===== Exercise input =====

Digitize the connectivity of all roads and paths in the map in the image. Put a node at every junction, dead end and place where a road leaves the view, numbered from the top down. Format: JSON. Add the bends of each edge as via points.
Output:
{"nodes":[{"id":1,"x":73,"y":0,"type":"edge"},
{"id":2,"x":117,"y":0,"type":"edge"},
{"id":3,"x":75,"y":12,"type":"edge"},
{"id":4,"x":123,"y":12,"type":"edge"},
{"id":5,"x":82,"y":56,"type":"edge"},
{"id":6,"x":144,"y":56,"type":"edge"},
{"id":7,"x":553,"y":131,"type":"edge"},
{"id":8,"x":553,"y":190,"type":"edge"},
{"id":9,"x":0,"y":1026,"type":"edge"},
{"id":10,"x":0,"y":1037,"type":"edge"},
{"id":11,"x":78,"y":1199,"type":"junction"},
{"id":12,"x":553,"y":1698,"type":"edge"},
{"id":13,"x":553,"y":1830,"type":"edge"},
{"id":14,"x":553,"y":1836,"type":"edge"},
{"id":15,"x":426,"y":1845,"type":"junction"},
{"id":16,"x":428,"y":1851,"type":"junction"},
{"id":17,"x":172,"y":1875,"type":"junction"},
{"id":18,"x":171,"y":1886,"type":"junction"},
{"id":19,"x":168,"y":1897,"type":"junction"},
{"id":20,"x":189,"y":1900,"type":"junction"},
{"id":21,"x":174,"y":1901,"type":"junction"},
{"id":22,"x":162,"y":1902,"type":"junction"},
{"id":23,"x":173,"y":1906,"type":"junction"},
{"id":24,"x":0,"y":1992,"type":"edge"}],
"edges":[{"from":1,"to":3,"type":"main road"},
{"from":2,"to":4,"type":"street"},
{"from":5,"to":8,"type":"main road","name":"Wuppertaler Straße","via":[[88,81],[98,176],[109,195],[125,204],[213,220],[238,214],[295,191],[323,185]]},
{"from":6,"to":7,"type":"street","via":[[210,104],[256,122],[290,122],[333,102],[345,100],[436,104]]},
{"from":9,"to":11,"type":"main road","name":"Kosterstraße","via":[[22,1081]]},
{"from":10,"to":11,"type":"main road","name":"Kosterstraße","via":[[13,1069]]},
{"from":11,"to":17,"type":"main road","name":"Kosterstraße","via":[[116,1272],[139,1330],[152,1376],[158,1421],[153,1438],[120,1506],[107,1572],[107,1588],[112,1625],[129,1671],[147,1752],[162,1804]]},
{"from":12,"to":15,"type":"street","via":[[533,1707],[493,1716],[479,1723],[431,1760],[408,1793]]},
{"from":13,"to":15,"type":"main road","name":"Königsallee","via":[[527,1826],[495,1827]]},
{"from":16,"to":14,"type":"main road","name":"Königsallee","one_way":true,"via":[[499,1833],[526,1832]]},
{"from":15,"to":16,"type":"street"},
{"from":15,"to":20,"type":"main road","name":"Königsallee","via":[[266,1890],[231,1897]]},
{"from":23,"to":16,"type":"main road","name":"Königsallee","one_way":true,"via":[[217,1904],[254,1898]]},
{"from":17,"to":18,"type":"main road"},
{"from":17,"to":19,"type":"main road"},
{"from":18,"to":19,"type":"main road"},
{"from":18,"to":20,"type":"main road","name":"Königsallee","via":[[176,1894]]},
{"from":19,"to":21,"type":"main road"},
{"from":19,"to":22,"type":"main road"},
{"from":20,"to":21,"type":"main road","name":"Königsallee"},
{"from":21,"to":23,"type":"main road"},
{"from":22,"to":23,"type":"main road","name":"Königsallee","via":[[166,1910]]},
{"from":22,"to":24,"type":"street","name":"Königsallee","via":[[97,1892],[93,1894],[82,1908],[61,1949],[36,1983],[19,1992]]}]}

=====

Which of the lines in the data contain the string "true"? Return each one.

{"from":16,"to":14,"type":"main road","name":"Königsallee","one_way":true,"via":[[499,1833],[526,1832]]},
{"from":23,"to":16,"type":"main road","name":"Königsallee","one_way":true,"via":[[217,1904],[254,1898]]},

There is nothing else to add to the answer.